County officials have insisted that there could be no "bleed-through'' of marks made by voters on one side of the ballot to another. And even if that did occur, they said the ballots were printed in a way so that those stray marks could not affect races on the other side of the sheet because of how the "bubbles'' for voters to fill were aligned. 

 
But Logan showed the senators evidence of not just misalignment of those bubbles but actual ballots where stray marks could result either in a vote for someone for whom the person did not intend or invalidating the choice for that race because it appeared more than one vote had been cast. 

 
He said the problem appears to be confined only to votes cast on election day, as the preprinted early ballots were properly aligned. But that still amounts to about 168,000 ballots that were prepared at voting centers. 

 
Separately, Logan wants access to images of the signatures on the early ballot envelopes. 

 
He claimed to have an affidavit -- he did not say from whom -- that so many early ballots were received that county election workers loosened the standards to determine whether signatures matched what is on file. 

 
Logan said that started out at 20 points of comparison but was reduced to just 10 and then to just five. 
"And then, eventually, they were told to just let every single mail-in ballot through,'' he said.
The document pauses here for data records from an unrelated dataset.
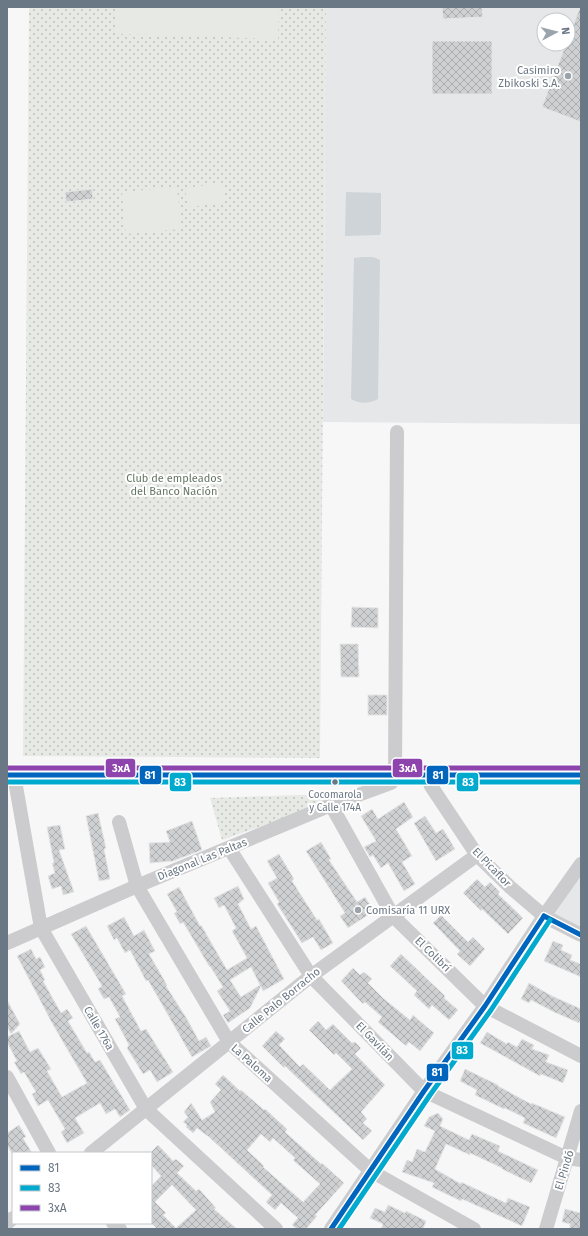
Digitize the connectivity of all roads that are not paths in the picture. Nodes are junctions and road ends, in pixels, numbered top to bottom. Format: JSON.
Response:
{"nodes":[{"id":1,"x":397,"y":432,"type":"dead end"},
{"id":2,"x":11,"y":775,"type":"edge"},
{"id":3,"x":395,"y":775,"type":"junction"},
{"id":4,"x":427,"y":775,"type":"junction"},
{"id":5,"x":581,"y":775,"type":"edge"},
{"id":6,"x":331,"y":805,"type":"junction"},
{"id":7,"x":119,"y":822,"type":"dead end"},
{"id":8,"x":229,"y":848,"type":"junction"},
{"id":9,"x":477,"y":855,"type":"junction"},
{"id":10,"x":581,"y":864,"type":"edge"},
{"id":11,"x":137,"y":886,"type":"junction"},
{"id":12,"x":393,"y":916,"type":"junction"},
{"id":13,"x":544,"y":916,"type":"junction"},
{"id":14,"x":42,"y":928,"type":"junction"},
{"id":15,"x":581,"y":935,"type":"edge"},
{"id":16,"x":7,"y":942,"type":"edge"},
{"id":17,"x":311,"y":976,"type":"junction"},
{"id":18,"x":485,"y":1006,"type":"junction"},
{"id":19,"x":229,"y":1042,"type":"junction"},
{"id":20,"x":581,"y":1056,"type":"edge"},
{"id":21,"x":7,"y":1077,"type":"edge"},
{"id":22,"x":424,"y":1091,"type":"junction"},
{"id":23,"x":146,"y":1109,"type":"junction"},
{"id":24,"x":581,"y":1111,"type":"edge"},
{"id":25,"x":48,"y":1152,"type":"edge"},
{"id":26,"x":92,"y":1152,"type":"edge"},
{"id":27,"x":574,"y":1159,"type":"edge"},
{"id":28,"x":371,"y":1171,"type":"junction"},
{"id":29,"x":276,"y":1229,"type":"edge"},
{"id":30,"x":331,"y":1229,"type":"edge"},
{"id":31,"x":474,"y":1229,"type":"edge"},
{"id":32,"x":546,"y":1229,"type":"edge"}],
"edges":[{"from":1,"to":3,"type":"street"},
{"from":2,"to":3,"type":"main road"},
{"from":2,"to":14,"type":"street","name":"Calle 176a"},
{"from":3,"to":4,"type":"main road"},
{"from":3,"to":6,"type":"street","name":"Diagonal Las Paltas"},
{"from":4,"to":5,"type":"main road"},
{"from":4,"to":9,"type":"street","name":"El Picaflor"},
{"from":6,"to":8,"type":"street","name":"Diagonal Las Paltas"},
{"from":6,"to":12,"type":"street","name":"El Colibrí"},
{"from":7,"to":11,"type":"street","name":"La Paloma"},
{"from":8,"to":11,"type":"street","name":"Diagonal Las Paltas"},
{"from":8,"to":17,"type":"street","name":"El Gavilán"},
{"from":9,"to":12,"type":"street","name":"Calle Palo Borracho"},
{"from":9,"to":13,"type":"street","name":"El Picaflor"},
{"from":10,"to":13,"type":"street"},
{"from":11,"to":14,"type":"street","name":"Diagonal Las Paltas"},
{"from":11,"to":19,"type":"street","name":"La Paloma"},
{"from":12,"to":17,"type":"street","name":"Calle Palo Borracho"},
{"from":12,"to":18,"type":"street","name":"El Colibrí"},
{"from":13,"to":15,"type":"street","name":"El Picaflor"},
{"from":13,"to":18,"type":"street"},
{"from":14,"to":16,"type":"street","name":"Diagonal Las Paltas"},
{"from":14,"to":23,"type":"street","name":"Calle 176a"},
{"from":17,"to":19,"type":"street","name":"Calle Palo Borracho"},
{"from":17,"to":22,"type":"street","name":"El Gavilán"},
{"from":18,"to":20,"type":"street","name":"El Colibrí"},
{"from":18,"to":22,"type":"street"},
{"from":19,"to":23,"type":"street","name":"Calle Palo Borracho"},
{"from":19,"to":28,"type":"street","name":"La Paloma"},
{"from":21,"to":25,"type":"street"},
{"from":22,"to":27,"type":"street","name":"El Gavilán"},
{"from":22,"to":28,"type":"street"},
{"from":23,"to":26,"type":"street","name":"Calle Palo Borracho"},
{"from":23,"to":29,"type":"street","name":"Calle 176a"},
{"from":24,"to":27,"type":"street","name":"El Pindó"},
{"from":27,"to":32,"type":"street","name":"El Pindó"},
{"from":28,"to":30,"type":"street"},
{"from":28,"to":31,"type":"street","name":"La Paloma"}]}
And while Logan said it's too late to redo such comparisons, the images will show whether county officials allowed ballots with no signatures at all to be counted. 

 
Fann said the woman who made the complaint, whose identity she knows, worked to verify signatures for the county. The Senate president said there is no need at this point to reveal her identity. 

 
And county election officials denied the claim as "categorically false.'' 

 
"At no point during the 2020 election cycle did Maricopa County modify the rigorous signature verification requirements,'' they said in a prepared statement. 

 
Ben Cotton, founder of CyFir, a subcontractor on the process, said he found other problems. 
Some are related to a breach of the voter registration system the county itself reported, with the FBI having raided a Fountain Hills home days before the election. Cotton said that shows that at least one element of the county's election system had been "hacked.'' 

 
But county election officials said all that was accessed was a site where people could register to vote, not the actual server where voter registration records are stored. And all that anyone obtained was someone's voter registration number, with no access to personal information. 

 
Cotton also said that anti-virus software had not been updated since the county acquired the equipment in 2019 from Dominion Voting Systems, nor had there been updates and "patches'' in the operating system, something Cotton said would be expected even of a home computer. 

 
"What that creates is a tremendous vulnerability to anyone who could get access through a system,'' he said, especially if the computer server handling voter registration had access into the county's internal systems. 
But county election officials said they cannot update systems through security patches, saying that would be altering a system that had been certified. 

 
"Contrary to Mr. Cotton's insinuation, the county maintains an air-gapped system and tabulation equipment is not connected to the internet,'' they said. 

 
That, in turn, goes to what has been a bone of contention between the Senate and the county: the refusal to provide access to the internal routers. These are the devices that direct computer traffic. And Cotton said that could help identify who might have breached the system, something he said that could take less than 10 minutes. 

 
County officials have balked, saying the information on the router might compromise law enforcement, including identifying informants. But Cotton said that is at odds with the county's own assurances that its election equipment operated on a closed system that did not have access to the internet. And that, he said, means it could not have comingled data with the sheriff's department. 

 
"The fact that they have responded back to an official subpoena with the justification that to produce that data would compromise these other aspect of the Maricopa County network that does touch the internet is an admission that maybe things aren't like what they've told the American public,'' he said.